● **Work instruction**:
Return nothing but the lines from the line containing "thumb tip: (273, 208)" through the last line of the records, reproduced exactly.

● **Records excerpted from a collection**:

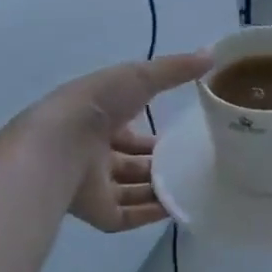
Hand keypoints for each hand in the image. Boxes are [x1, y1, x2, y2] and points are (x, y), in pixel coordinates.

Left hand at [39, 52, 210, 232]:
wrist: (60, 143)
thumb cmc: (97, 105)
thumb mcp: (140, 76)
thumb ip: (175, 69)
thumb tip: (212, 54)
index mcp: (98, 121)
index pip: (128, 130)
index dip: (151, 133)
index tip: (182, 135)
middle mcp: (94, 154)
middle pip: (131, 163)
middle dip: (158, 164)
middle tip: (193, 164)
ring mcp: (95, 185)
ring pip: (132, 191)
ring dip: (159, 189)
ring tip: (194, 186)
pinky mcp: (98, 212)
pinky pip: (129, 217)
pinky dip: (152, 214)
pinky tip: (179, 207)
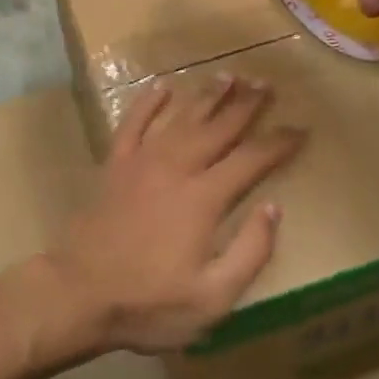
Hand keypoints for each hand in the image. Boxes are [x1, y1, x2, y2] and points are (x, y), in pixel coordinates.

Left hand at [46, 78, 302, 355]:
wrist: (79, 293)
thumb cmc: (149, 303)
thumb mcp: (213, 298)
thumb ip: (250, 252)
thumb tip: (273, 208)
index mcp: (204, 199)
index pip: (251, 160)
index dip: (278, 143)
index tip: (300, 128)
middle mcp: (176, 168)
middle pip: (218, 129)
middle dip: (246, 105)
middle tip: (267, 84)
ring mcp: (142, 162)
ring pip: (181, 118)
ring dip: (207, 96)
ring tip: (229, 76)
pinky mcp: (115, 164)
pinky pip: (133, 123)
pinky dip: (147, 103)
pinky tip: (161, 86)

● **Completed exercise**:
thumb tip: (273, 208)
index mcp: (204, 199)
index pip: (251, 160)
index dip: (278, 143)
index tip: (300, 128)
middle mcp: (176, 168)
middle pip: (218, 129)
middle dip: (246, 105)
middle tip: (267, 84)
ring mcp: (142, 162)
ring pip: (181, 118)
ring dip: (207, 96)
ring tip: (229, 76)
pinky mcp: (115, 164)
pinky pip: (133, 123)
pinky dip: (147, 103)
pinky tip: (161, 86)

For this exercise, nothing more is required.